Owner-operator Matthew Hurley had been dreaming of an electric semi-truck for more than 10 years. Then last year, after reading about Nikola and its serial-entrepreneur founder, he came to the company’s Salt Lake City headquarters for its December announcement.
“This is far better than anything I imagined,” Hurley said after the reveal. “This is way over the top.”
Paul Terry, owner and operator of Utah-based Paul Terry Trucking, placed 100 orders for the One, despite only operating a 30-truck fleet. Terry says he intends to buy, not lease, the trucks, perhaps to resell at a marked-up price should the technology prove to be as good as it’s touted. Like Hurley, Terry also doesn’t want “to be held hostage” by high diesel prices.
“The industry was under extreme volatility based on diesel fuel prices from 2008, really all the way through 2011,” he says. “That could happen again in the blink of an eye.”
Terry says an early investment in hydrogen-electric vehicles could give him a long-term advantage over his competitors. His fleet operates in 11 Western states, hauling food products.
Recent hydrogen fuel cell-powered vehicles from automakers such as Honda and Toyota are available in California, mostly under lease, and come with a substantial credit to cover years’ worth of fuel. Nikola also is planning to offer its over-the-road Class 8 for purchase or lease with fuel and scheduled maintenance included for up to a million miles.
In Milton’s December announcement, he said a $5,000 to $7,000 monthly full-service lease for the hydrogen-powered truck could be a reality.
If costs come in on the lower end of that calculation – particularly if maintenance, fuel and financing costs in a straight purchase or TRAC lease-purchase do so – the Nikola One could represent a 15 percent reduction in operating costs even for the average independent owner-operator. That’s based on the average truck payment, maintenance and fuel costs for independent clients of financial services provider ATBS, which totaled around $6,100 monthly in 2016.Leased to Nashville, Tennessee-based New Waverly Transportation, owner-operator Hurley might stand to benefit more than the average independent. At the time of Nikola’s December announcement, he was making a monthly truck payment of $1,000 and spending about the same amount every week on fuel. He was doling out $1,700 per month, on average, to maintain his aging truck, putting him about $600 a month above the average in costs. Owner-operators with notes on new-truck purchases, which can run $3,000 monthly or more in some scenarios, might benefit even more.
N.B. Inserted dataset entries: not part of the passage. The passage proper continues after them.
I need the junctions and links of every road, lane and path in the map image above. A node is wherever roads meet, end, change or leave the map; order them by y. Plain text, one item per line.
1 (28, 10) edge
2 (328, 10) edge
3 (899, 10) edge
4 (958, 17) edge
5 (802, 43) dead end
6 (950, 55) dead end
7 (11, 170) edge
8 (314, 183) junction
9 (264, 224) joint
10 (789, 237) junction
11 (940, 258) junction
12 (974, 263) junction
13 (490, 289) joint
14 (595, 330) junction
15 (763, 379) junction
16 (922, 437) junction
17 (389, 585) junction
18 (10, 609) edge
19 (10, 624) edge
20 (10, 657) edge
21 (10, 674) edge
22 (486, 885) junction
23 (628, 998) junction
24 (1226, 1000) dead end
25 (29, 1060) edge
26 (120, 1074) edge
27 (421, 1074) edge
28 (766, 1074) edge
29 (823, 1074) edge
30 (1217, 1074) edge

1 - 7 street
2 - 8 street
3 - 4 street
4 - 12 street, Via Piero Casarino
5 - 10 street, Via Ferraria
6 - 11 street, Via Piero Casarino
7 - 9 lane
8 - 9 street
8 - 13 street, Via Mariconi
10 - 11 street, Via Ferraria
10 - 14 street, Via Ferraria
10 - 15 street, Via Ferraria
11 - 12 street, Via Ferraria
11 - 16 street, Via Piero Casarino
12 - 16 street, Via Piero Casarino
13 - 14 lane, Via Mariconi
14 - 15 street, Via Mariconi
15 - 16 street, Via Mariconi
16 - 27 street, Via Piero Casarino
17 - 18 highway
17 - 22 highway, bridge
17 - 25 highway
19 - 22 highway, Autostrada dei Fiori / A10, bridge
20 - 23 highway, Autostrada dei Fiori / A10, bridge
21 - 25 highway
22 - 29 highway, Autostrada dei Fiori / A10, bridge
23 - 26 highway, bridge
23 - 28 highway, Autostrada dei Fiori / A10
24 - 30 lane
Many owner-operators are skeptical of maintenance and downtime costs with the Nikola, particularly given the technology’s novelty and the lack of a substantial fueling infrastructure. The latter could force out-of-route miles, cutting into net income.
The manner in which Milton says he plans to roll out the rig and fueling infrastructure doesn’t do much to alleviate concerns about versatility, either, at least in the short term. The plan is to bring groups of eight stations online at any one time and positioned in areas where customer carriers are operating along dedicated or otherwise predictable lanes.Other factors complicate the cost-savings estimation. “Unfortunately, hydrogen costs are more expensive than [conventional fuels] on an energy-output basis,” says Toyota engineer Tak Yokoo. He’s involved in the company’s proof of concept of its Mirai hydrogen fuel cell stacks and electric-drive powertrain in a port drayage operation in Southern California. “If hydrogen cost goes down to half of [what it is] today, to be equivalent or better [than diesel], in addition to mechanical/maintenance reductions in costs,” then overall cost of ownership truly becomes less than diesel.
Considering the durability of truck materials and components, electric vehicles generally “reduce the number of moving parts,” Yokoo says. “So, generally maintenance costs should go down.”
Citing a hypothetical example, Milton hopes that if total operating costs for a Class 8 diesel-powered truck in a particular operation totaled $1 million over a certain period, the One could handle the same operation for costs under $700,000. The biggest unknown is access to affordable hydrogen in his company’s future network.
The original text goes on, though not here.